Large impact of cross-sectional weight in employment changes

Hello, I am currently comparing employment changes with changes in its components over a 10-year period 2004 - 2014 using CPS data. I compare the change in total employment for each industry between April 2004 and April 2014 with the sum of the net changes of each of its components summed across all months between the two points in time.

Components include e.g., all individuals returning from a 8-month break minus all going on a break, all transitions to an industry minus all transitions from an industry or all changes from unemployed to employed minus changes into the other direction, among others (for each industry). In the end, total employment change in the two points in time is equal to the sum of its components/net changes summed across all months.

My goal is to analyze the effect of net changes from unemployment or not in labor force to employment ,the effect of industry transitions and the impact of young individuals entering the sample as well as old people exiting it on employment change. For all the calculations, I use the cross-sectional variable wtfinl. However, I also noticed that by far the largest impact comes from changes in the cross-sectional weight variable wtfinl for individuals that are employed in two consecutive months and remain in the same industry (this is one of the components). For most individuals, the cross-sectional variable declines from month-to-month. Thus, for most industries, the sum of this component across all months is very large and negative (in many cases, around ± 1000% of actual employment change).

Is there a reason why cross-sectional weight tend to decline from month-to-month and why they play such a crucial role for employment change, when summing it up across all months and individuals for each industry? Does it have to do with the sampling methodology?

Shouldn’t changes in industry employment be only explained by changes from unemployment/nilf into employment, by industry transitions as well as by sample changes (new individuals replacing those exiting the sample)? How can I explain the impact of those factors if by far the largest influence on employment change is just the change in weight for those that do not exhibit any change?
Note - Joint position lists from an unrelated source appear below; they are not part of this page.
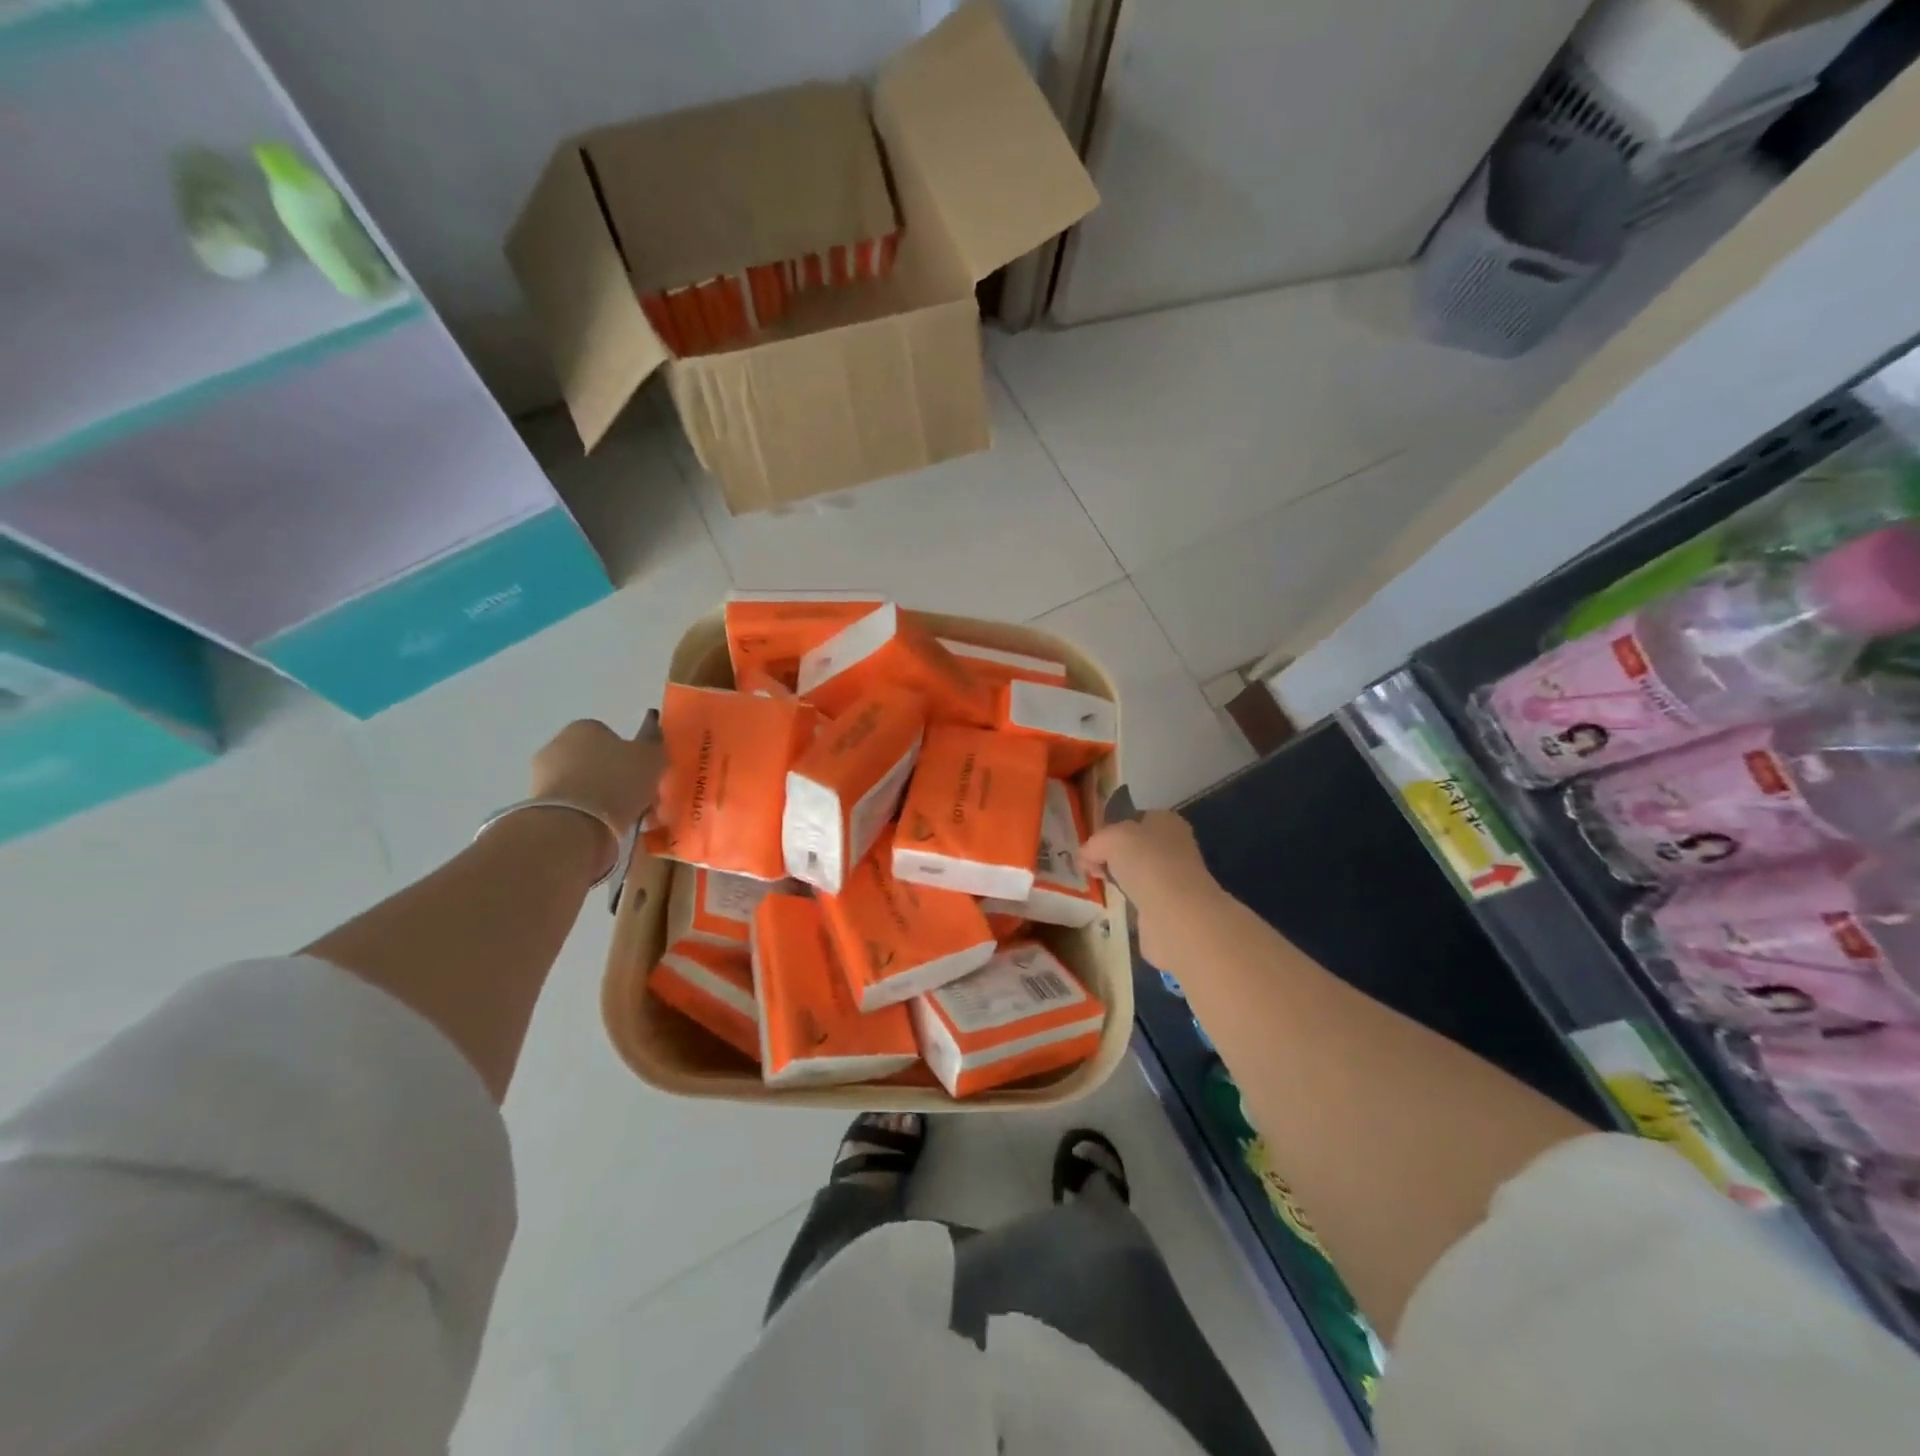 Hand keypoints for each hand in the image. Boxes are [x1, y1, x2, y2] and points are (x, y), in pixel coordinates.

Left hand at [530, 714, 665, 833]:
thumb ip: (653, 740)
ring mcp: (541, 774)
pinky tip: (600, 827)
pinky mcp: (536, 804)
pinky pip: (569, 805)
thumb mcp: (651, 757)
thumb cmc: (617, 782)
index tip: (640, 775)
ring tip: (618, 818)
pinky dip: (582, 813)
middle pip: (591, 758)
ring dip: (594, 795)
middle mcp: (557, 743)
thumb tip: (652, 721)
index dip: (627, 755)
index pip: (609, 735)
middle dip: (608, 774)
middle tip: (632, 797)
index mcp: (585, 726)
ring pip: (578, 783)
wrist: (573, 825)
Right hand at [1083, 811, 1223, 960]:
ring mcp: (1175, 878)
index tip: (1090, 846)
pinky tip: (1117, 904)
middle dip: (1113, 856)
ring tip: (1100, 885)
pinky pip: (1142, 898)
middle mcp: (1175, 846)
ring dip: (1121, 879)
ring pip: (1138, 873)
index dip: (1111, 830)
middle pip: (1135, 847)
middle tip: (1090, 866)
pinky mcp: (1171, 907)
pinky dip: (1129, 901)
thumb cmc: (1146, 862)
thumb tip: (1085, 856)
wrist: (1176, 913)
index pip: (1135, 819)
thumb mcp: (1110, 839)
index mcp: (1166, 821)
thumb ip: (1094, 843)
If I use headcounts and no weight, the change in employment over a decade is equal to the sum of monthly changes of all components. In that case of course, there are no weight changes as before and it works too.

Thank you very much!

I took a look at WTFINL and found both cases where the weight increases and where it decreases month-to-month. Chapter 2-3 of Technical Paper 77 describes the process of creating person weights. In summary the five steps include producing base weights under ideal survey conditions, adjusting for non-response, reducing variance for non-self reporting units, benchmarking estimates of the population, and composite weighting. This process is used to produce person weights for each survey month and for this reason they are likely to vary month-to-month due to nonresponse, demographic changes, seasonal effects, and other factors.

I’m not exactly sure how you’re finding that change in industry employment is driven by these weights. Perhaps you’re running a type of decomposition analysis? If so, a change in weights would in fact suggest a change in other factors you’ve mentioned such as shifts from unemployment/nilf into employment or industry transitions. The job of the weights is to make your results representative of the population. It could be that there’s no change in the number of people in the sample who have transitioned industries, but if these people are becoming more representative of the general population then it’s likely that the increasing number of people similar to them who are also transitioning industries are driving your results.